Opinion: Mega-disasters and ‘weather whiplash’ add to qualitative shift in big picture facing UNGA high-level week
20 September 2022

By Maarten van Aalst, New York

The international humanitarian community is facing a crisis that is changing both quantitatively and qualitatively, with climate change straddling a range of problems, at once both complicating and connecting them.

Shortly before this year’s General Assembly, the United Nations Foundation put it well: as a backdrop to global diplomacy’s big moment, “complex, overlapping crises unfold around the world. Food insecurity is looming. Humanitarian needs are deepening. Climate goals remain largely unmet. Inequality is worsening.”

The need for “unprecedented, urgent global cooperation” was becoming clearer by the day, and yet – I would add – this appears no closer now than it ever was, with one possible exception.

The leaders of both the International Committee of the Red Cross and the International Federation of Red Cross and Red Crescent Societies last week joined forces to issue an impassioned call for world leaders gathering in New York to address, above all, ballooning food-insecurity in Africa. The Red Cross Red Crescent now puts at more than 140 million the number of people facing “acute food insecurity” on the continent, with the Horn of Africa most starkly exemplifying the humanitarian perfect-storm of drought, flood, conflict and the socioeconomic legacy of the Covid pandemic; what we have called “the three C’s”: climate, conflict and Covid.

“While addressing urgent needs, it is essential to set the foundation for resilience,” said the joint statement by Francesco Rocca and Peter Maurer, presidents respectively of the IFRC and the ICRC. “More efforts must be made – by governments, private sectors, and humanitarian and development groups – to support long-term food security, livelihoods, and resilience plans.”

Communities are brought to their knees by drought, then relieved not by gentle rain that renders the soil cultivable again but by historic deluges that run off into the sea

One very obvious element in this new big-picture is, of course, the conflict in Ukraine, that in another context we might refer to as a “sudden-onset disaster”. But on the same day that the Movement leaders issued their statement (and this is the exception), the UN in Geneva reported that 2.7 million tonnes of grain had by then been exported through the Black Sea grain initiative, pushing down the global food price index by nearly 14 per cent from its peak in March.   

The World Food Programme, our partners in anticipatory action, have already bought 120,000 tonnes of Ukrainian wheat to support humanitarian programmes in the Horn, Yemen and Afghanistan. It will be a while before the full benefits of this unique UN operation have filtered through to remote areas of Somalia, for example. But dare we hope?

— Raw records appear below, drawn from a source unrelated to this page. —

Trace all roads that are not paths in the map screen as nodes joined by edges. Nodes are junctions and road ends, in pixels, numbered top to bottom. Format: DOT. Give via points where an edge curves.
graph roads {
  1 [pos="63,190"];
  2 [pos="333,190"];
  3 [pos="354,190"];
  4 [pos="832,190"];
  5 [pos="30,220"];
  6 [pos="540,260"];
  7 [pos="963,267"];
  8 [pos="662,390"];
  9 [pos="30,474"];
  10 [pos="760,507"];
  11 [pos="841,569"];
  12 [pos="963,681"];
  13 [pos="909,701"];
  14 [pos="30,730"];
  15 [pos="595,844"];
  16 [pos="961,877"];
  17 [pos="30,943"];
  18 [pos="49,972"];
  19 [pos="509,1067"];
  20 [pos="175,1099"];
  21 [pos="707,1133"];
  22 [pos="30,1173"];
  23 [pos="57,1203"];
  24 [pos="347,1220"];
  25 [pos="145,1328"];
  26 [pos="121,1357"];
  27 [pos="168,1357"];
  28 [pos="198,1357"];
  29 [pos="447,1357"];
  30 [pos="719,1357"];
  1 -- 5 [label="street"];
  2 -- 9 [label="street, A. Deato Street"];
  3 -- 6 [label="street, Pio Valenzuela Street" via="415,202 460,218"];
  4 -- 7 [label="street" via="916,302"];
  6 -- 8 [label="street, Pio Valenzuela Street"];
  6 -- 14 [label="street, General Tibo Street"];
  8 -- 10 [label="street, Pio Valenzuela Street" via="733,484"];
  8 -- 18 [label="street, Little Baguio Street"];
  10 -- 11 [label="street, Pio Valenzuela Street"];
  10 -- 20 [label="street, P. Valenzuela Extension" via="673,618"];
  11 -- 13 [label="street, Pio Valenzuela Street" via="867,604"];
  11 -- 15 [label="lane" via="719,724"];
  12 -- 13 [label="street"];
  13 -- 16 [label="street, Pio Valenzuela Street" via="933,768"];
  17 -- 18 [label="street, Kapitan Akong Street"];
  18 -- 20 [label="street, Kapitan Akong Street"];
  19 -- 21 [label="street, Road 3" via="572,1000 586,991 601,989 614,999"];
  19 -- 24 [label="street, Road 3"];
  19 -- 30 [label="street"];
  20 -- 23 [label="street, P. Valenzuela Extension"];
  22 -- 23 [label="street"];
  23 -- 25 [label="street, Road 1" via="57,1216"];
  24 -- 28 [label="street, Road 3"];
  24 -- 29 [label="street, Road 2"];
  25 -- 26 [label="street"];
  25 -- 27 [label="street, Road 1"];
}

In principle, at least, conflict and all the negatives that flow from it are under the control of human beings; the guns can be laid down just as quickly and easily as they can be picked up. But stepping back from “human-induced climate change” is theoretically and practically much harder – even if no less essential.

We cannot simply erase the greenhouse gases that we have already put into the atmosphere in the past, so we’re stuck with decades of changes, even in the most optimistic scenarios of emissions reductions. As the IPCC has told us, we can do much more to adapt to the now-inevitable changes, but we are also already reaching limits to adaptation, and thus face irreversible loss and damage.

A further consequence of the war in Ukraine has been the global energy crisis that has complicated the politics of Net Zero in many countries. In much the same way as some European media have commented satirically that “war is back”, issues that we in the climate sector had hoped were on the way to being settled – at least in terms of goals and timelines if not simple on-off decisions, such as fracking and coal – are no longer quite so straightforward.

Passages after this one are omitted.